[To do]: Your response should be the lines from the one holding "Extract the road" to the last line of the data below, copied exactly and with no additions.

[Data listing]:

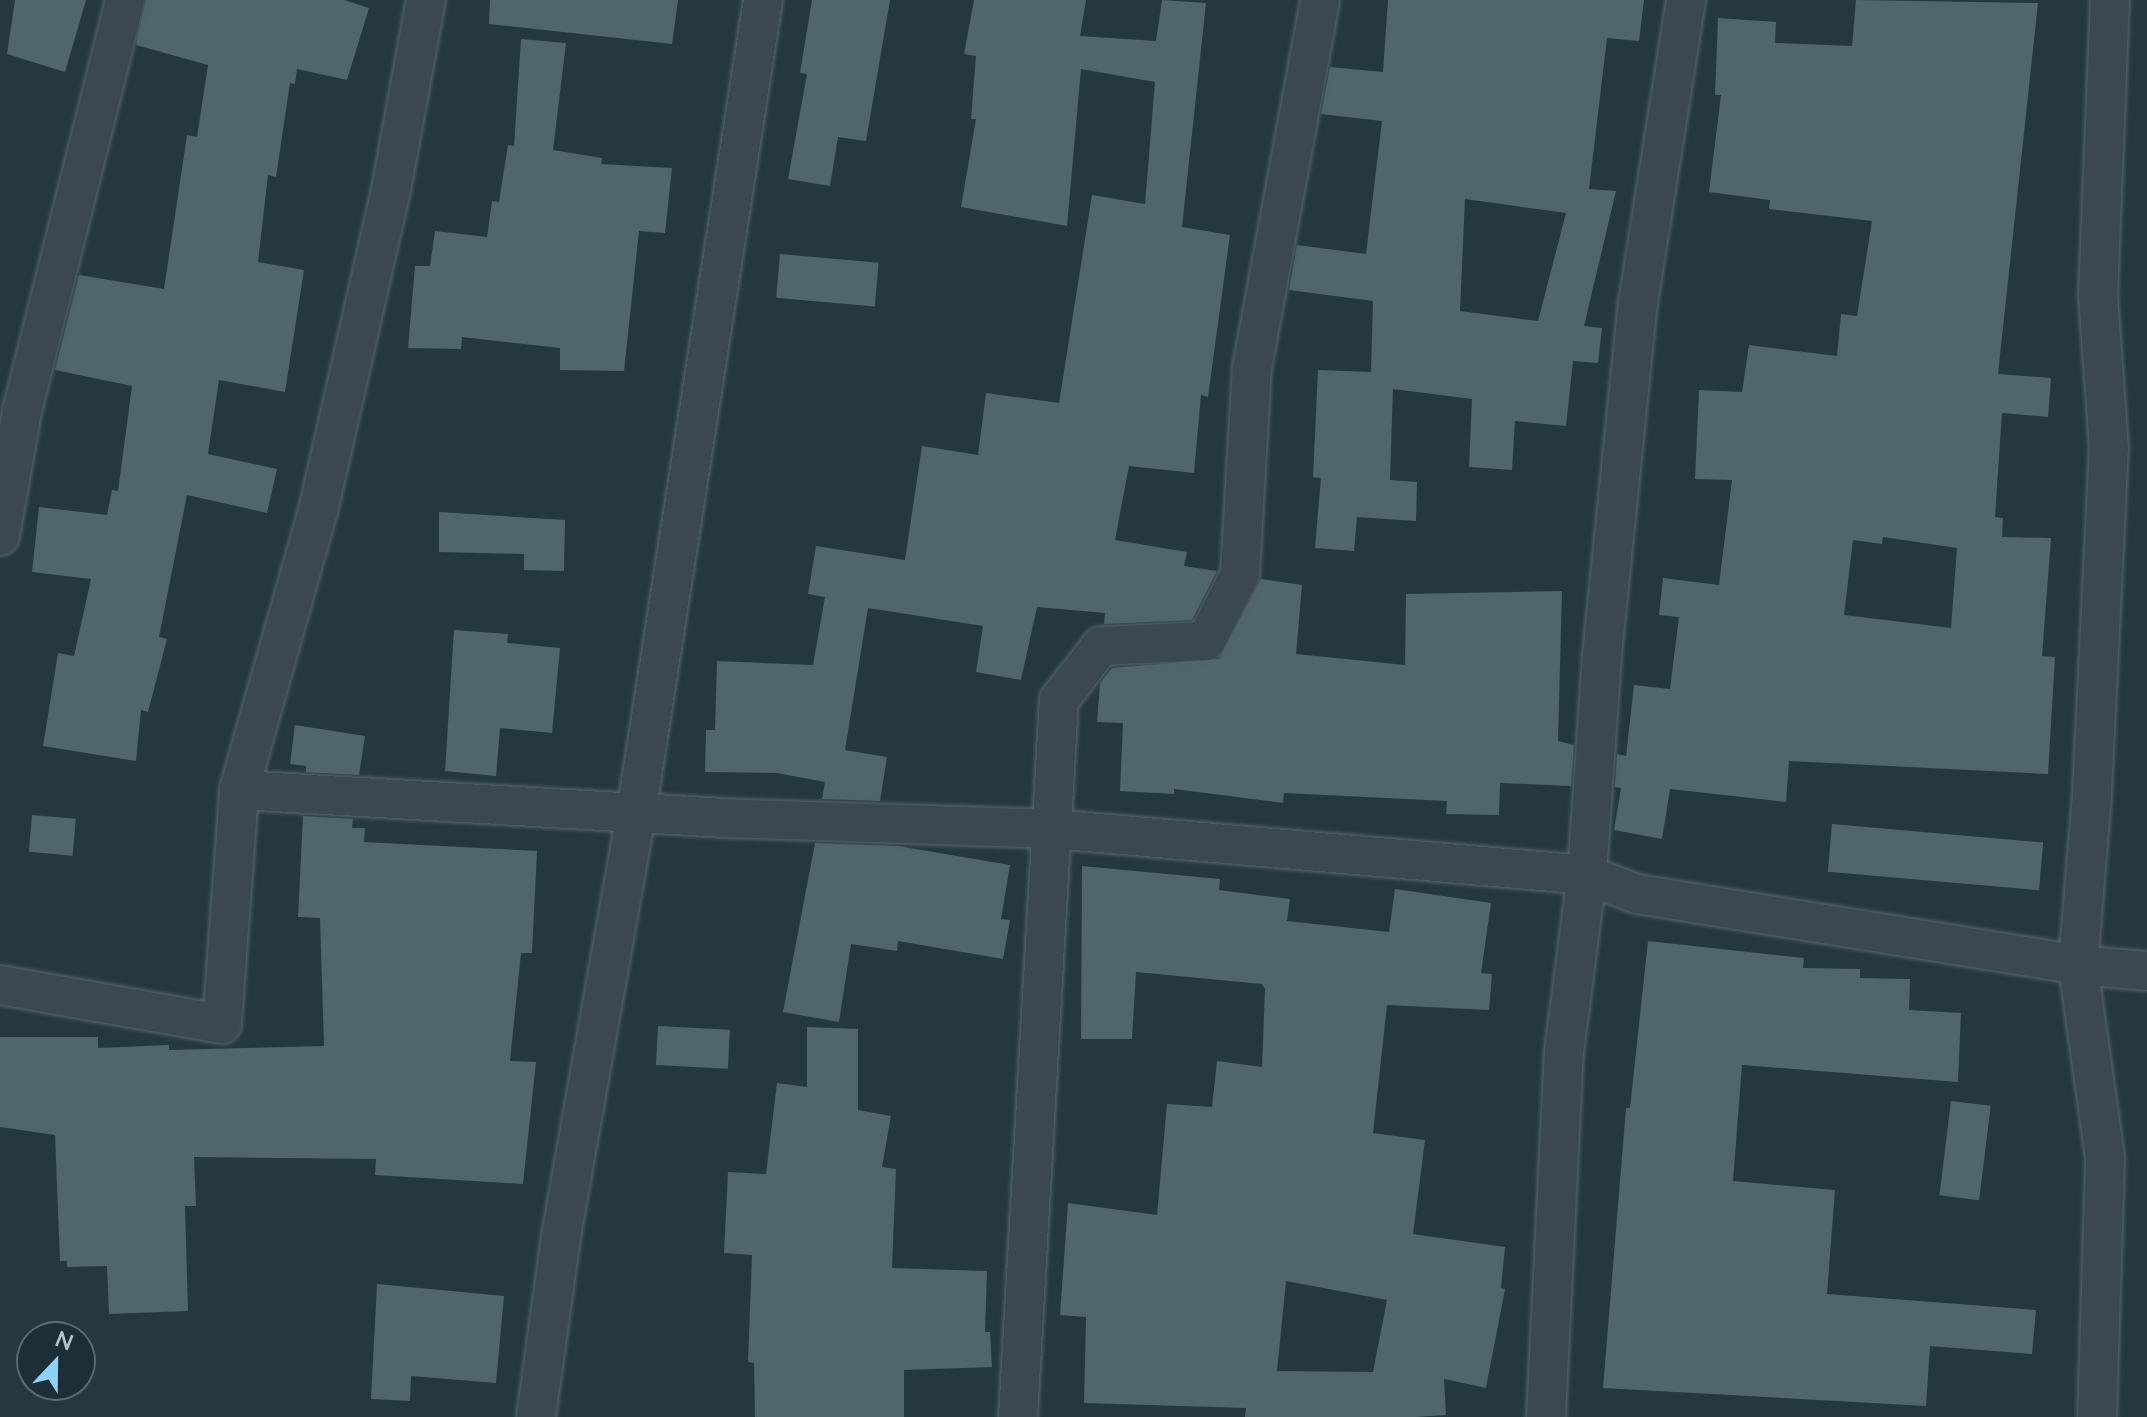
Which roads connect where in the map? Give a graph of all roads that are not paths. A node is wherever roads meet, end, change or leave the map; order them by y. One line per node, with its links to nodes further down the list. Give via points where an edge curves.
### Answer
1 (125, 0): 7 (street)
2 (426, 0): 9 (street, via 391,190 318,511)
3 (763, 0): 10 (street)
4 (1320, 0): 11 (street, via 1252,368 1240,574 1206,641 1101,646 1059,700)
5 (1686, 0): 12 (street, via 1638,303 1602,655)
6 (2110, 0): 13 (street, via 2098,296 2109,449)
7 (7, 474): 8 (street)
8 (0, 536)
9 (239, 790): 10 (street); 15 (street, via 222,1024)
10 (636, 814): 11 (street); 16 (street, via 561,1236)
11 (1052, 829): 12 (street); 17 (street)
12 (1587, 875): 13 (street, via 1637,894); 18 (street, via 1564,1052)
13 (2078, 965): 14 (street); 19 (street, via 2105,1158)
14 (2147, 971)
15 (0, 985)
16 (536, 1417)
17 (1018, 1417)
18 (1546, 1417)
19 (2097, 1417)

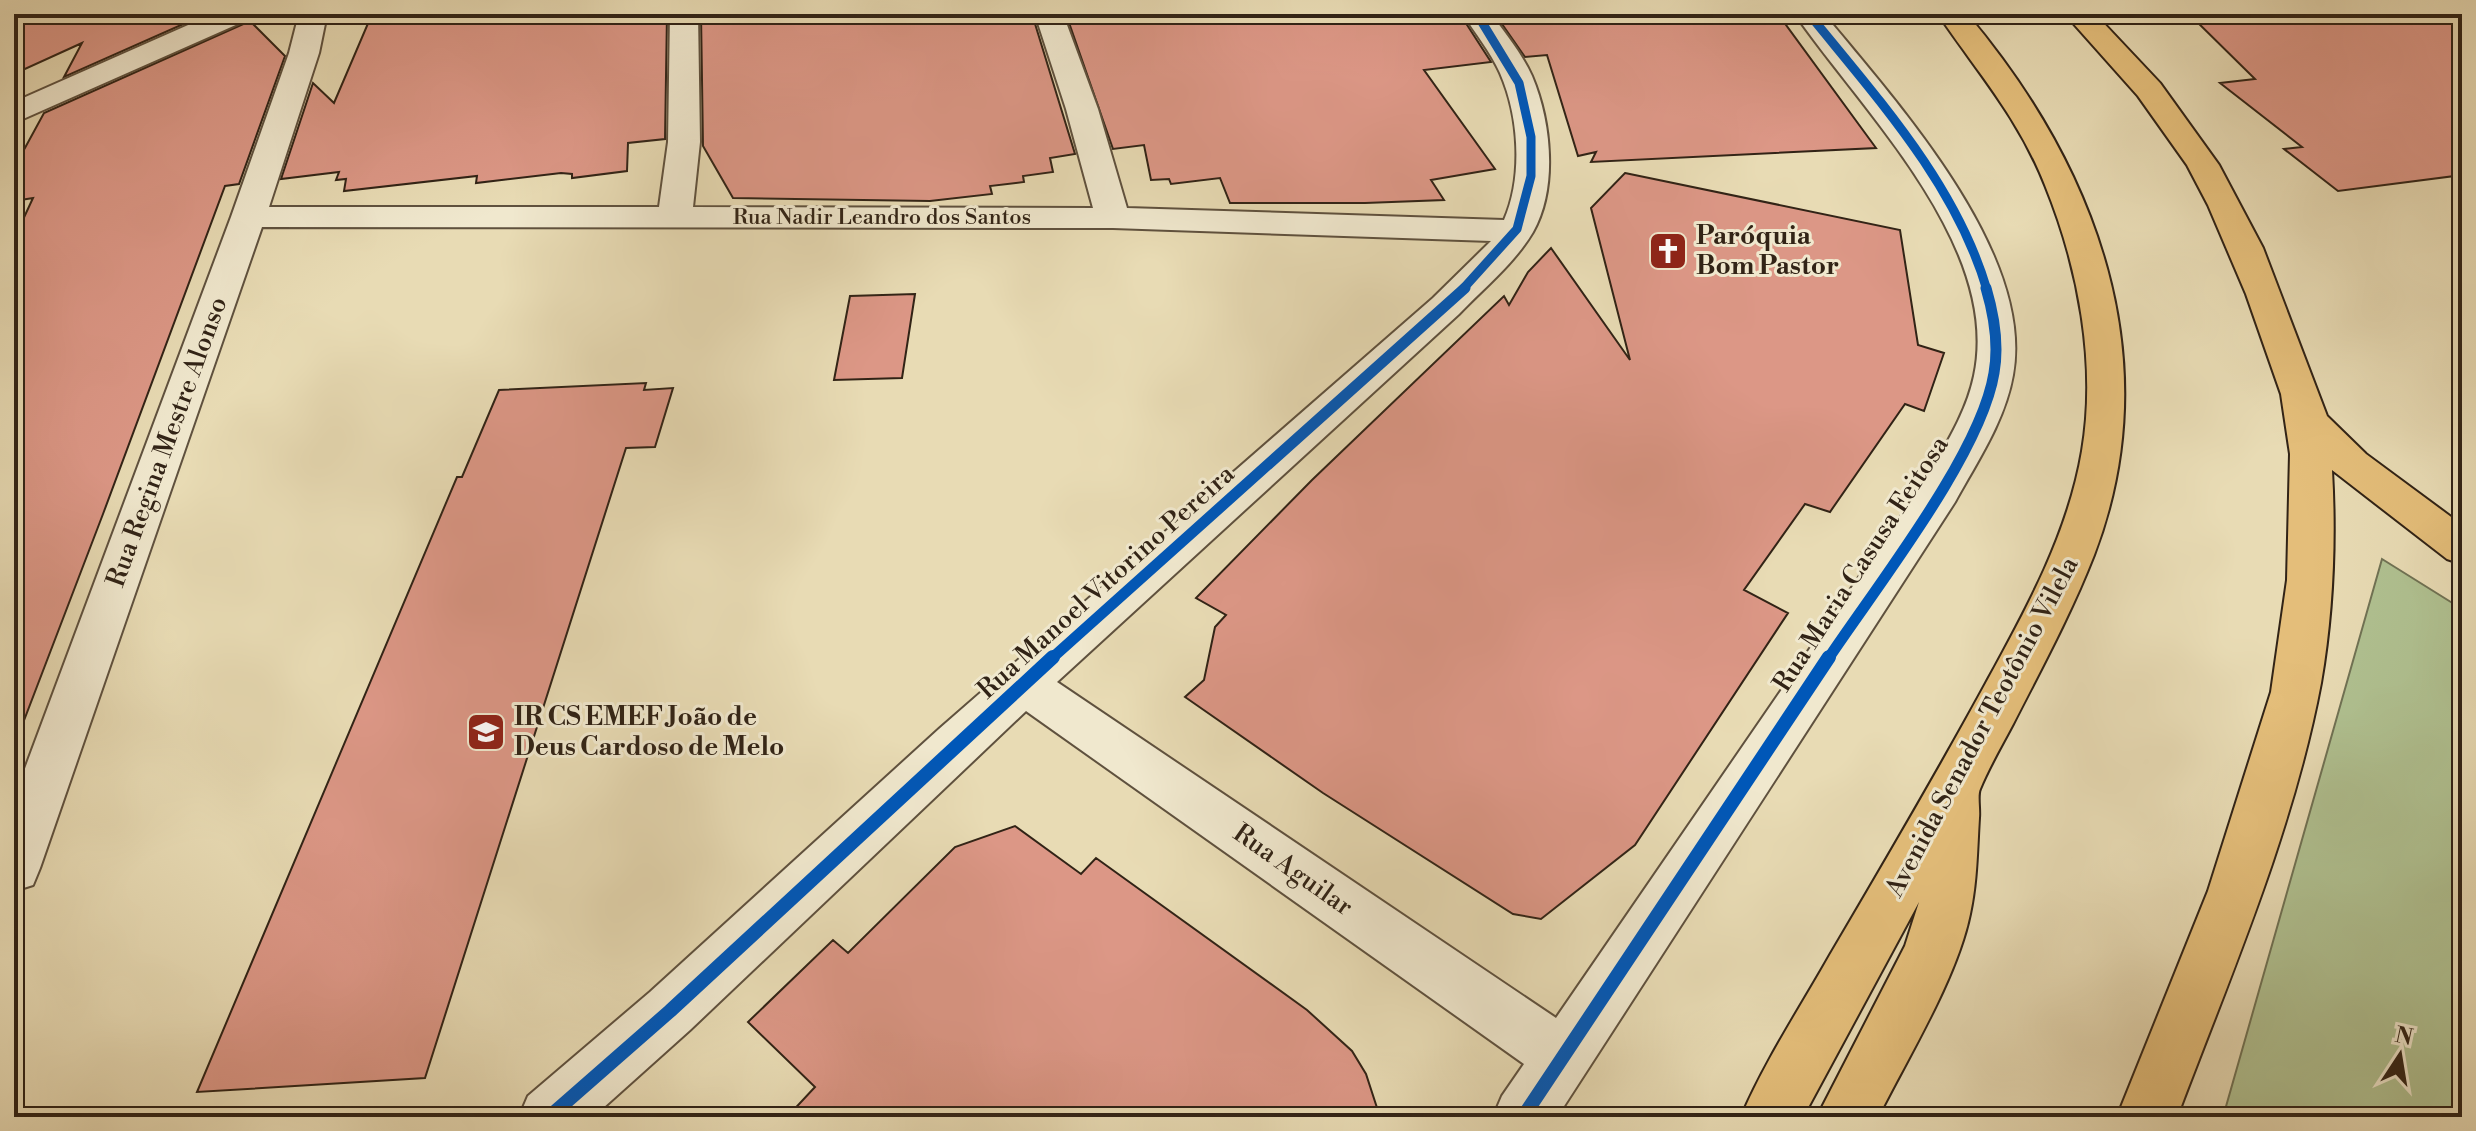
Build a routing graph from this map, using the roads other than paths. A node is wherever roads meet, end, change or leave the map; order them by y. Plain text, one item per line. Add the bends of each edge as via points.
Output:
1 (237, 14) edge
2 (313, 14) edge
3 (684, 14) edge
4 (1049, 14) edge
5 (1809, 14) edge
6 (1952, 14) edge
7 (2079, 14) edge
8 (1474, 23) edge
9 (14, 114) edge
10 (675, 215) junction
11 (248, 217) junction
12 (1113, 218) junction
13 (1516, 231) junction
14 (2308, 422) junction
15 (2462, 548) edge
16 (1025, 685) junction
17 (1955, 788) junction
18 (14, 868) edge
19 (1561, 1055) junction
20 (549, 1117) edge
21 (1523, 1117) edge
22 (1771, 1117) edge
23 (1847, 1117) edge
24 (2147, 1117) edge

1 - 9 street
2 - 11 street, Rua Regina Mestre Alonso
3 - 10 street via 684,142
4 - 12 street
5 - 19 street, Rua Maria Casusa Feitosa via 1943,191 1969,239 1989,295 1996,357 1984,409 1940,491
6 - 17 main road, Avenida Senador Teotônio Vilela via 2029,117 2082,231 2104,334 2105,402 2102,452 2077,547
7 - 14 main road via 2161,103 2220,191 2257,270
8 - 13 street, Rua Manoel Vitorino Pereira via 1518,81 1530,132 1530,179
10 - 11 street, Rua Nadir Leandro dos Santos
10 - 12 street, Rua Nadir Leandro dos Santos
11 - 18 street, Rua Regina Mestre Alonso
12 - 13 street, Rua Nadir Leandro dos Santos
13 - 16 street, Rua Manoel Vitorino Pereira via 1446,306
14 - 15 main road via 2351,464
14 - 24 main road via 2311,555 2299,674 2238,881
16 - 19 street, Rua Aguilar
16 - 20 street, Rua Manoel Vitorino Pereira
17 - 22 main road, Avenida Senador Teotônio Vilela
17 - 23 main road via 1943,916 1929,956
19 - 21 street, Rua Maria Casusa Feitosa

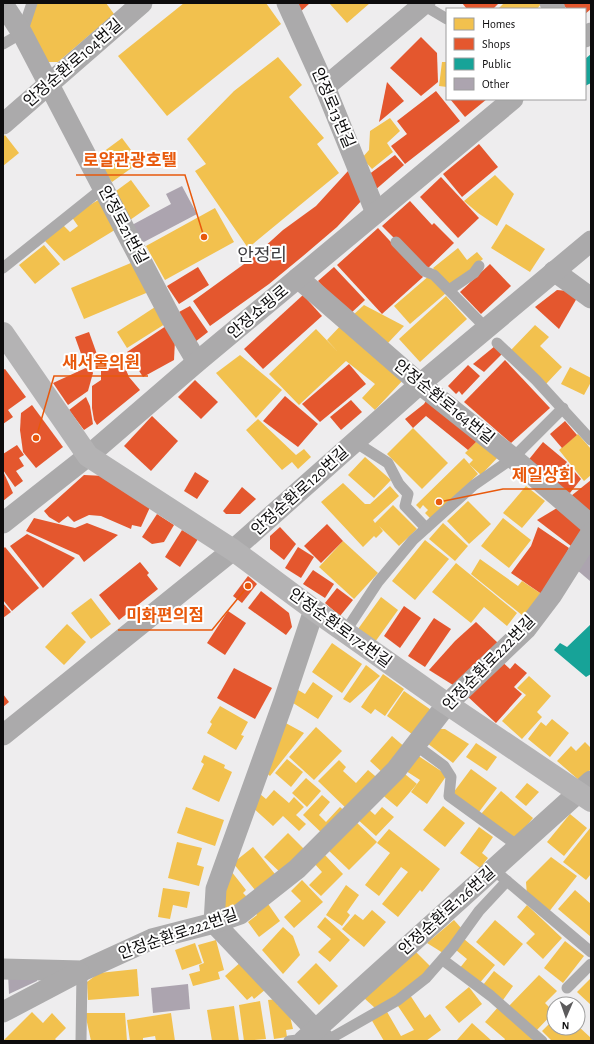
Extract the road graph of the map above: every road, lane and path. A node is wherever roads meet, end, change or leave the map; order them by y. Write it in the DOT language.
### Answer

[Solved problem]:
Extract the road graph of the map above: every road, lane and path. A node is wherever roads meet, end, change or leave the map; order them by y. Write it in the DOT language.
### Answer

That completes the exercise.